Ontem deambulava à noite os olhos pelas estantes de livros (parece que o talentoso Alain de Botton tem uma valência que tem a ver com receitar livros consoante estados de alma).

Peguei em "Montaigne" de Stefan Sweig e estive entre ontem à noite e esta manhã (ao acordar) entretido.  Este livro cruza-se com uma conversa que tive no outro dia com a minha prima Maria e o Bernardo, o seu marido. Ambos trabalham com arte e o Bernardo é mesmo artista. Ora, sem eu me lembrar exactamente sobre o que é que abordámos em concreto, o  Bernardo disse-me algo que me tem deixado a pensar.  Enquanto artista, o que ele procura de reconhecimento é ser reconhecido pelos seus pares. Na verdade, aqueles que estão em melhores condições para julgar o nosso trabalho são aqueles que vivem nele. 

Eu sempre tentei evitar grupos fechados, onde o ar pode parecer mais "rarefeito": a abertura à transdisciplinaridade sempre me pareceu interessante. Tenho um pouco de resistência aos corporativismos que pouco aceitam o pensar diferente. O notável exemplo do Impressionismo, em que grandes como Monet foram banidos de expor no Grand Palais penso que é eloquente por si só. No entanto, percebo o que o Bernardo diz. O exercício critico do que se faz passa-se em todas as profissões. No mundo da arquitectura, por exemplo, organizam-se colóquios e exposições. Discute-se as opções estéticas, a linguagem. E o grande público, naturalmente passa ao lado de tudo isso. O seu crivo é muito menos exigente e, a mais das vezes, satisfaz-se com o que se lhe dá, com o produto das modas e das conveniências. Daí que muitas vezes também os artistas (e isto se estende em boa verdade a todos os campos) optem apenas por uma lógica comercial.

Montaigne, no seu tempo parece que esteve 10 anos encerrado numa torre. Assim se sentiria verdadeiramente ele, sem concessões, livre enfim. Meditava com os seus botões sobre a vida, deixou-nos os "Ensaios", um extraordinário testemunho de sabedoria de vida.

A liberdade de ser exige uma disciplina difícil. Alain de Botton, no seu livro "Status Anxiety" fala-nos do que é a nossa procura por agradar aos outros. Vivemos certamente condicionados e o nosso amor-próprio depende também do reconhecimento dos demais. Na adolescência tentamos marcar a nossa identidade, mas com os anos a nossa identidade passa a ser muito, muito condicionada pelo reconhecimento dos demais.

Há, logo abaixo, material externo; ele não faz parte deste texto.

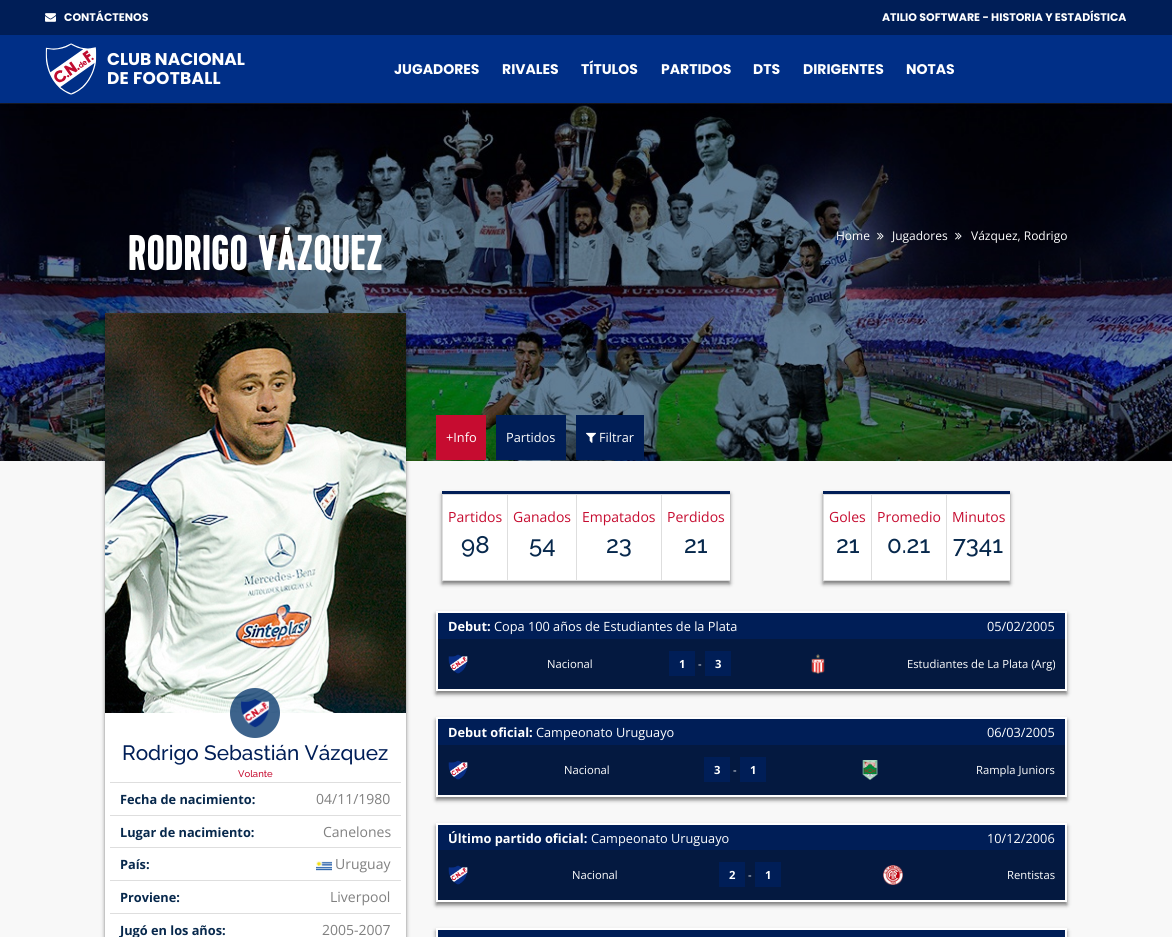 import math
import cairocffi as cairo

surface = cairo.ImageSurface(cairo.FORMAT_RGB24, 1172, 937)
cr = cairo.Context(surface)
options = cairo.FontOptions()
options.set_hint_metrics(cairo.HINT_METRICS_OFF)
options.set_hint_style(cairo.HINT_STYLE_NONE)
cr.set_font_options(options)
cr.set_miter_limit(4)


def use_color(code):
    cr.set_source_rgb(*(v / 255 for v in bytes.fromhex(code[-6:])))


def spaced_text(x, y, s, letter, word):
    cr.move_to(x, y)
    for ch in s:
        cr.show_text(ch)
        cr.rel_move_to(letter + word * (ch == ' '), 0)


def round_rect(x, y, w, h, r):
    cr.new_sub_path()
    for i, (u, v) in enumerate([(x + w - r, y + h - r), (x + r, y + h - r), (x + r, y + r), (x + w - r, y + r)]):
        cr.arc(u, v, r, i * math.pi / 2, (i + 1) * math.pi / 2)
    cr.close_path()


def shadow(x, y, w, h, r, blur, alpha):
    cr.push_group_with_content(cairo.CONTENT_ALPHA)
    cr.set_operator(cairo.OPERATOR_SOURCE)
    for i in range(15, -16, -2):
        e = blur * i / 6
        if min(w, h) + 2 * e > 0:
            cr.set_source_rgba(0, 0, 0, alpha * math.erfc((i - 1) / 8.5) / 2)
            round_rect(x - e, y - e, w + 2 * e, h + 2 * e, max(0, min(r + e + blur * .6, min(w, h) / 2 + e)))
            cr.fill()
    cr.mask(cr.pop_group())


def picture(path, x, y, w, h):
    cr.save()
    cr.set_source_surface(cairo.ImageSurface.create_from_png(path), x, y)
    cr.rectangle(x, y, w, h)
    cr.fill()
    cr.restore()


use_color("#f8f8f8")
cr.paint()
use_color("#001e57")
cr.rectangle(0, 0, 1172, 35)
cr.fill()
picture("img1.png", 45, 13, 11, 9)
cr.select_font_face("Poppins", cairo.FONT_SLANT_NORMAL, cairo.FONT_WEIGHT_BOLD)
cr.set_font_size(11)
use_color("#ffffff")
cr.move_to(64, 21)
cr.show_text("CONTÁCTENOS")
cr.move_to(882, 21)
cr.show_text("ATILIO SOFTWARE - HISTORIA Y ESTADÍSTICA")
picture("img3.png", 0, 103, 1172, 358)
use_color("#000000")
shadow(0, 37, 1172, 68, 0, 2, 0.15)
use_color("#002f87")
cr.rectangle(0, 35, 1172, 68)
cr.fill()
picture("img2.png", 45, 43, 52, 52)
cr.set_font_size(17)
use_color("#ffffff")
cr.move_to(107, 65)
cr.show_text("CLUB NACIONAL")
spaced_text(107, 84, "DE FOOTBALL", 0.25, 0)
cr.set_font_size(14)
cr.move_to(394, 74)
cr.show_text("JUGADORES")
cr.move_to(502, 74)
cr.show_text("RIVALES")
cr.move_to(581, 74)
cr.show_text("TÍTULOS")
cr.move_to(661, 74)
cr.show_text("PARTIDOS")
cr.move_to(753, 74)
cr.show_text("DTS")
cr.move_to(803, 74)
cr.show_text("DIRIGENTES")
cr.move_to(906, 74)
cr.show_text("NOTAS")
cr.select_font_face("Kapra", cairo.FONT_SLANT_NORMAL, cairo.FONT_WEIGHT_BOLD)
cr.set_font_size(50)
cr.move_to(128, 270)
cr.show_text("RODRIGO VÁZQUEZ")
cr.select_font_face("Open Sans")
cr.set_font_size(12)
cr.move_to(836, 240)
cr.show_text("Home")
picture("img4.png", 877, 232, 7, 8)
cr.move_to(892, 240)
cr.show_text("Jugadores")
picture("img5.png", 955, 232, 7, 8)
cr.move_to(971, 240)
cr.show_text("Vázquez, Rodrigo")
use_color("#000000")
shadow(105, 316, 301, 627, 0, 2, 0.5)
use_color("#ffffff")
cr.rectangle(105, 713, 301, 224)
cr.fill()
picture("img6.png", 105, 313, 301, 400)
cr.set_source_rgba(0.051, 0.235, 0.439, 0.8)
cr.arc(255, 713, 25, 0, 2 * math.pi)
cr.fill()
picture("img7.png", 241, 699, 29, 29)
cr.select_font_face("Raleway Medium")
cr.set_font_size(20.75)
use_color("#001e57")
cr.move_to(122, 760)
cr.show_text("Rodrigo Sebastián Vázquez")
cr.set_font_size(9.5)
use_color("#c60c30")
cr.move_to(238, 777)
cr.show_text("Volante")
use_color("#dedede")
cr.rectangle(110, 782, 291, 1)
cr.fill()
cr.select_font_face("Open Sans", cairo.FONT_SLANT_NORMAL, cairo.FONT_WEIGHT_BOLD)
cr.set_font_size(12.75)
use_color("#07284c")
cr.move_to(120, 804)
cr.show_text("Fecha de nacimiento:")
cr.select_font_face("Open Sans")
cr.set_font_size(14)
use_color("#808080")
cr.move_to(316, 804)
cr.show_text("04/11/1980")
use_color("#dedede")
cr.rectangle(110, 815, 291, 1)
cr.fill()
cr.select_font_face("Open Sans", cairo.FONT_SLANT_NORMAL, cairo.FONT_WEIGHT_BOLD)
cr.set_font_size(12.75)
use_color("#07284c")
cr.move_to(120, 837)
cr.show_text("Lugar de nacimiento:")
cr.select_font_face("Open Sans")
cr.set_font_size(14)
use_color("#808080")
cr.move_to(323, 837)
cr.show_text("Canelones")
use_color("#dedede")
cr.rectangle(110, 847, 291, 1)
cr.fill()
cr.select_font_face("Open Sans", cairo.FONT_SLANT_NORMAL, cairo.FONT_WEIGHT_BOLD)
cr.set_font_size(12.75)
use_color("#07284c")
cr.move_to(120, 869)
cr.show_text("País:")
picture("img8.png", 316, 861, 16, 10)
cr.select_font_face("Open Sans")
cr.set_font_size(14)
use_color("#808080")
cr.move_to(335, 869)
cr.show_text("Uruguay")
use_color("#dedede")
cr.rectangle(110, 880, 291, 1)
cr.fill()
cr.select_font_face("Open Sans", cairo.FONT_SLANT_NORMAL, cairo.FONT_WEIGHT_BOLD)
cr.set_font_size(12.75)
use_color("#07284c")
cr.move_to(120, 902)
cr.show_text("Proviene:")
cr.select_font_face("Open Sans")
cr.set_font_size(14)
use_color("#808080")
cr.move_to(330, 902)
cr.show_text("Liverpool")
use_color("#dedede")
cr.rectangle(110, 913, 291, 1)
cr.fill()
cr.select_font_face("Open Sans", cairo.FONT_SLANT_NORMAL, cairo.FONT_WEIGHT_BOLD)
cr.set_font_size(12.75)
use_color("#07284c")
cr.move_to(120, 935)
cr.show_text("Jugó en los años:")
cr.select_font_face("Open Sans")
cr.set_font_size(14)
use_color("#808080")
cr.move_to(322, 935)
cr.show_text("2005-2007")
use_color("#c60c30")
cr.rectangle(436, 415, 50, 45)
cr.fill()
cr.set_font_size(12.75)
use_color("#ffffff")
cr.move_to(446, 442)
cr.show_text("+Info")
use_color("#001e57")
cr.rectangle(496, 415, 70, 45)
cr.fill()
use_color("#ffffff")
cr.move_to(506, 442)
cr.show_text("Partidos")
use_color("#001e57")
cr.rectangle(576, 415, 68, 45)
cr.fill()
picture("img9.png", 586, 432, 10, 11)
use_color("#ffffff")
cr.move_to(599, 442)
cr.show_text("Filtrar")
use_color("#000000")
shadow(442, 494, 288, 90, 0, 2, 0.5)
use_color("#ffffff")
cr.rectangle(443, 495, 287, 85)
cr.fill()
use_color("#001e57")
cr.rectangle(442, 491, 288, 3)
cr.fill()
use_color("#dedede")
cr.rectangle(442, 494, 288, 1)
cr.fill()
cr.rectangle(442, 580, 288, 1)
cr.fill()
cr.rectangle(442, 494, 1, 87)
cr.fill()
cr.set_font_size(14)
use_color("#c60c30")
cr.move_to(448, 522)
cr.show_text("Partidos")
cr.select_font_face("Raleway Medium")
cr.set_font_size(24)
use_color("#07284c")
cr.move_to(461, 553)
cr.show_text("98")
use_color("#dedede")
cr.rectangle(507, 494, 1, 87)
cr.fill()
cr.select_font_face("Open Sans")
cr.set_font_size(14)
use_color("#c60c30")
cr.move_to(513, 522)
cr.show_text("Ganados")
cr.select_font_face("Raleway Medium")
cr.set_font_size(24)
use_color("#07284c")
cr.move_to(529, 553)
cr.show_text("54")
use_color("#dedede")
cr.rectangle(576, 494, 1, 87)
cr.fill()
cr.select_font_face("Open Sans")
cr.set_font_size(14)
use_color("#c60c30")
cr.move_to(582, 522)
cr.show_text("Empatados")
cr.select_font_face("Raleway Medium")
cr.set_font_size(24)
use_color("#07284c")
cr.move_to(606, 553)
cr.show_text("23")
use_color("#dedede")
cr.rectangle(661, 494, 1, 87)
cr.fill()
cr.select_font_face("Open Sans")
cr.set_font_size(14)
use_color("#c60c30")
cr.move_to(667, 522)
cr.show_text("Perdidos")
cr.select_font_face("Raleway Medium")
cr.set_font_size(24)
use_color("#07284c")
cr.move_to(684, 553)
cr.show_text("21")
use_color("#000000")
shadow(823, 494, 187, 90, 0, 2, 0.5)
use_color("#ffffff")
cr.rectangle(824, 495, 186, 85)
cr.fill()
use_color("#001e57")
cr.rectangle(823, 491, 187, 3)
cr.fill()
use_color("#dedede")
cr.rectangle(823, 494, 187, 1)
cr.fill()
cr.rectangle(823, 580, 187, 1)
cr.fill()
cr.rectangle(823, 494, 1, 87)
cr.fill()
cr.select_font_face("Open Sans")
cr.set_font_size(14)
use_color("#c60c30")
cr.move_to(829, 522)
cr.show_text("Goles")
cr.select_font_face("Raleway Medium")
cr.set_font_size(24)
use_color("#07284c")
cr.move_to(836, 553)
cr.show_text("21")
use_color("#dedede")
cr.rectangle(871, 494, 1, 87)
cr.fill()
cr.select_font_face("Open Sans")
cr.set_font_size(14)
use_color("#c60c30")
cr.move_to(877, 522)
cr.show_text("Promedio")
cr.select_font_face("Raleway Medium")
cr.set_font_size(24)
use_color("#07284c")
cr.move_to(887, 553)
cr.show_text("0.21")
use_color("#dedede")
cr.rectangle(946, 494, 1, 87)
cr.fill()
cr.select_font_face("Open Sans")
cr.set_font_size(14)
use_color("#c60c30")
cr.move_to(952, 522)
cr.show_text("Minutos")
cr.select_font_face("Raleway Medium")
cr.set_font_size(24)
use_color("#07284c")
cr.move_to(953, 553)
cr.show_text("7341")
use_color("#000000")
shadow(436, 614, 631, 80, 0, 2, 0.5)
use_color("#ffffff")
cr.rectangle(436, 611, 631, 80)
cr.fill()
use_color("#001e57")
cr.rectangle(438, 613, 627, 26)
cr.fill()
cr.select_font_face("Open Sans", cairo.FONT_SLANT_NORMAL, cairo.FONT_WEIGHT_BOLD)
cr.set_font_size(12.75)
use_color("#ffffff")
cr.move_to(448, 631)
cr.show_text("Debut:")
cr.select_font_face("Open Sans")
cr.move_to(494, 631)
cr.show_text("Copa 100 años de Estudiantes de la Plata")
cr.move_to(987, 631)
cr.show_text("05/02/2005")
use_color("#041940")
cr.rectangle(438, 639, 627, 50)
cr.fill()
picture("img10.png", 448, 654, 20, 20)
cr.set_font_size(11.25)
use_color("#ffffff")
cr.move_to(547, 668)
cr.show_text("Nacional")
use_color("#001e57")
cr.rectangle(669, 651, 26, 25)
cr.fill()
cr.select_font_face("Open Sans", cairo.FONT_SLANT_NORMAL, cairo.FONT_WEIGHT_BOLD)
use_color("#ffffff")
cr.move_to(679, 668)
cr.show_text("1")
cr.select_font_face("Open Sans")
cr.move_to(698, 668)
cr.show_text("-")
use_color("#001e57")
cr.rectangle(705, 651, 26, 25)
cr.fill()
cr.select_font_face("Open Sans", cairo.FONT_SLANT_NORMAL, cairo.FONT_WEIGHT_BOLD)
use_color("#ffffff")
cr.move_to(715, 668)
cr.show_text("3")
picture("img11.png", 811, 654, 14, 20)
cr.select_font_face("Open Sans")
cr.move_to(907, 668)
cr.show_text("Estudiantes de La Plata (Arg)")
use_color("#000000")
shadow(436, 720, 631, 80, 0, 2, 0.5)
use_color("#ffffff")
cr.rectangle(436, 717, 631, 80)
cr.fill()
use_color("#001e57")
cr.rectangle(438, 719, 627, 26)
cr.fill()
cr.select_font_face("Open Sans", cairo.FONT_SLANT_NORMAL, cairo.FONT_WEIGHT_BOLD)
cr.set_font_size(12.75)
use_color("#ffffff")
cr.move_to(448, 737)
cr.show_text("Debut oficial:")
cr.select_font_face("Open Sans")
cr.move_to(536, 737)
cr.show_text("Campeonato Uruguayo")
cr.move_to(987, 737)
cr.show_text("06/03/2005")
use_color("#041940")
cr.rectangle(438, 745, 627, 50)
cr.fill()
picture("img10.png", 448, 760, 20, 20)
cr.set_font_size(11.25)
use_color("#ffffff")
cr.move_to(564, 774)
cr.show_text("Nacional")
use_color("#001e57")
cr.rectangle(704, 757, 26, 25)
cr.fill()
cr.select_font_face("Open Sans", cairo.FONT_SLANT_NORMAL, cairo.FONT_WEIGHT_BOLD)
use_color("#ffffff")
cr.move_to(714, 774)
cr.show_text("3")
cr.select_font_face("Open Sans")
cr.move_to(733, 774)
cr.show_text("-")
use_color("#001e57")
cr.rectangle(740, 757, 26, 25)
cr.fill()
cr.select_font_face("Open Sans", cairo.FONT_SLANT_NORMAL, cairo.FONT_WEIGHT_BOLD)
use_color("#ffffff")
cr.move_to(750, 774)
cr.show_text("1")
picture("img12.png", 862, 760, 16, 20)
cr.select_font_face("Open Sans")
cr.move_to(976, 774)
cr.show_text("Rampla Juniors")
use_color("#000000")
shadow(436, 826, 631, 79, 0, 2, 0.5)
use_color("#ffffff")
cr.rectangle(436, 823, 631, 79)
cr.fill()
use_color("#001e57")
cr.rectangle(438, 825, 627, 25)
cr.fill()
cr.select_font_face("Open Sans", cairo.FONT_SLANT_NORMAL, cairo.FONT_WEIGHT_BOLD)
cr.set_font_size(12.75)
use_color("#ffffff")
cr.move_to(448, 843)
cr.show_text("Último partido oficial:")
cr.select_font_face("Open Sans")
cr.move_to(591, 843)
cr.show_text("Campeonato Uruguayo")
cr.move_to(987, 843)
cr.show_text("10/12/2006")
use_color("#041940")
cr.rectangle(438, 850, 627, 50)
cr.fill()
picture("img10.png", 448, 865, 20, 20)
cr.set_font_size(11.25)
use_color("#ffffff")
cr.move_to(572, 879)
cr.show_text("Nacional")
use_color("#001e57")
cr.rectangle(719, 862, 26, 25)
cr.fill()
cr.select_font_face("Open Sans", cairo.FONT_SLANT_NORMAL, cairo.FONT_WEIGHT_BOLD)
use_color("#ffffff")
cr.move_to(729, 879)
cr.show_text("2")
cr.select_font_face("Open Sans")
cr.move_to(748, 879)
cr.show_text("-")
use_color("#001e57")
cr.rectangle(755, 862, 26, 25)
cr.fill()
cr.select_font_face("Open Sans", cairo.FONT_SLANT_NORMAL, cairo.FONT_WEIGHT_BOLD)
use_color("#ffffff")
cr.move_to(765, 879)
cr.show_text("1")
picture("img13.png", 883, 865, 20, 20)
cr.select_font_face("Open Sans")
cr.move_to(1007, 879)
cr.show_text("Rentistas")
use_color("#000000")
shadow(436, 931, 631, 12, 0, 2, 0.5)
use_color("#ffffff")
cr.rectangle(436, 928, 631, 9)
cr.fill()
use_color("#001e57")
cr.rectangle(438, 930, 627, 7)
cr.fill()
surface.write_to_png("result.png")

Um Espinosa ostracizado, arredado do mundo, não será certamente um ideal de vida a que devamos aspirar. Mas devemos constantemente fazer essa avaliação das nossas relações, não nos deixarmos afectar demasiado pelo que nos dizem, mesmo que aparentemente nas melhores das intenções. É que involuntariamente muito aparece simplesmente como forma de acomodação a um status, e isso é muito perigoso porque nos tolhe a vista e nos prende os movimentos.

É muito fácil cedermos à tentação de nos acomodarmos. Simplesmente, o perigo é que estamos a ser um pouco menos nós mesmos.  Na vida não temos que escolher apenas o caminho menos percorrido, por vezes devemos fazer como os demais. Mas não nos devemos deixar emaranhar...

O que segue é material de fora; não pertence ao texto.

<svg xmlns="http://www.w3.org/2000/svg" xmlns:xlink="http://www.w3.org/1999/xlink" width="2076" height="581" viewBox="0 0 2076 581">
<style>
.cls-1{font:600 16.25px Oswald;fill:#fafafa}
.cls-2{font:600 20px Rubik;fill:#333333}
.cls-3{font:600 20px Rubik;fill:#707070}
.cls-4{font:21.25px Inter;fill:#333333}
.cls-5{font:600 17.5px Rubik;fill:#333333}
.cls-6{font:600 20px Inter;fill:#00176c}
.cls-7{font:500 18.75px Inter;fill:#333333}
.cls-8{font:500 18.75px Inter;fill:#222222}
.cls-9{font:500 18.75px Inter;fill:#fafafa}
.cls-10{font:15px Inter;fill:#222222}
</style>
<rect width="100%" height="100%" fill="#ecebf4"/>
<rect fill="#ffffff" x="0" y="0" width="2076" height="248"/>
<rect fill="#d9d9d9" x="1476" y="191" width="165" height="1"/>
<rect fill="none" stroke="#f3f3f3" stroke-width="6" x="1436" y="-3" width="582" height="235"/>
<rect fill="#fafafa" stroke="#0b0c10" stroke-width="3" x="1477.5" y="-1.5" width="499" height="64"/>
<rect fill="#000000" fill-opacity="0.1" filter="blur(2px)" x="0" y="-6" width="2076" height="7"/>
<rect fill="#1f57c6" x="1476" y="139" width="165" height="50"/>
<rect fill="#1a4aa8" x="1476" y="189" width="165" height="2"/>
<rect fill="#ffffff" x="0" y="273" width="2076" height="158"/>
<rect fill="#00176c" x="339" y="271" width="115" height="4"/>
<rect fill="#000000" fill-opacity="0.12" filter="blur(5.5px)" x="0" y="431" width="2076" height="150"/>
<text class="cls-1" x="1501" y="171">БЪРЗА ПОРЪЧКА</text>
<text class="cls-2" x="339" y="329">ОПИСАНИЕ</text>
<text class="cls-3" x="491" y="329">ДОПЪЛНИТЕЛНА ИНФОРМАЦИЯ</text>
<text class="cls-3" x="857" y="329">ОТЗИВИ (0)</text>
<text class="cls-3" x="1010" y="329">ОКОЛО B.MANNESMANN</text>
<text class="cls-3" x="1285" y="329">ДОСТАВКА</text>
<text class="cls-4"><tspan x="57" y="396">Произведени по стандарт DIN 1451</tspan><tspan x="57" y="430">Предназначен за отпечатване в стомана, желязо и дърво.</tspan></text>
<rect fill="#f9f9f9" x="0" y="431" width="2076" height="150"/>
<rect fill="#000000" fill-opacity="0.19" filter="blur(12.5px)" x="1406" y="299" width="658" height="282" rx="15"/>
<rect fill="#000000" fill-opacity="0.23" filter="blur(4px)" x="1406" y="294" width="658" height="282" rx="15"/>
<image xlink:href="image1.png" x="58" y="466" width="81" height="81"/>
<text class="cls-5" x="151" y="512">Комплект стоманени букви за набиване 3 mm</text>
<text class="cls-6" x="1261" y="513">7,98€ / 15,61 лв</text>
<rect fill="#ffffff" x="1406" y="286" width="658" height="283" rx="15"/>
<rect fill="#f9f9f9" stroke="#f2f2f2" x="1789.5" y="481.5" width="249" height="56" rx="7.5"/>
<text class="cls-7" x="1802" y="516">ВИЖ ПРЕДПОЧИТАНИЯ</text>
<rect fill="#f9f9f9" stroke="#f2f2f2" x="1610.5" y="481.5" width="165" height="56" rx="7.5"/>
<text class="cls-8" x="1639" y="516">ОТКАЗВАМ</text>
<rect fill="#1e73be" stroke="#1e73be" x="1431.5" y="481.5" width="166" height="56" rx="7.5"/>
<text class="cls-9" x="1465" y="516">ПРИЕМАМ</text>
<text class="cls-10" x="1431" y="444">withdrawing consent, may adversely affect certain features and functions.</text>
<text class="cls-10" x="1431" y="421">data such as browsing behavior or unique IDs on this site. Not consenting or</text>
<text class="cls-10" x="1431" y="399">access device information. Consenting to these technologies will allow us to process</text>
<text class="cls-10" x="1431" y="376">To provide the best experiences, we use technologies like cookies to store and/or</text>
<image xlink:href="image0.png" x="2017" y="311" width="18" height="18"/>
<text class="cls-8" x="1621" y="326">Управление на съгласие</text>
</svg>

Recentemente, voltei a ver o filme "Idade da Inocência" que me impressionou enormemente. Fala de facto desse enorme condicionamento da sociedade, muito mais intenso na época do que é nos nossos dias. O que é perturbador é que aquele jovem inteligente vai cedendo e cedendo. Aquele que se achava um homem livre, capaz de discernir uma vontade própria é enredado numa teia que o prende de asfixia. Passa toda uma vida assim e, no final do filme, aquela Place de Fustemberg (que eu conheço tão bem dos meus tempos em Saint-Germain) enquadra o desgosto enorme do desencontro consigo mesmo. Mais do que o desencontro com a mulher que ama, penso que ali se exprime o desencontro consigo mesmo, a morte, o baixar de braços, o fracasso mais completo da identidade. É duma enorme tristeza.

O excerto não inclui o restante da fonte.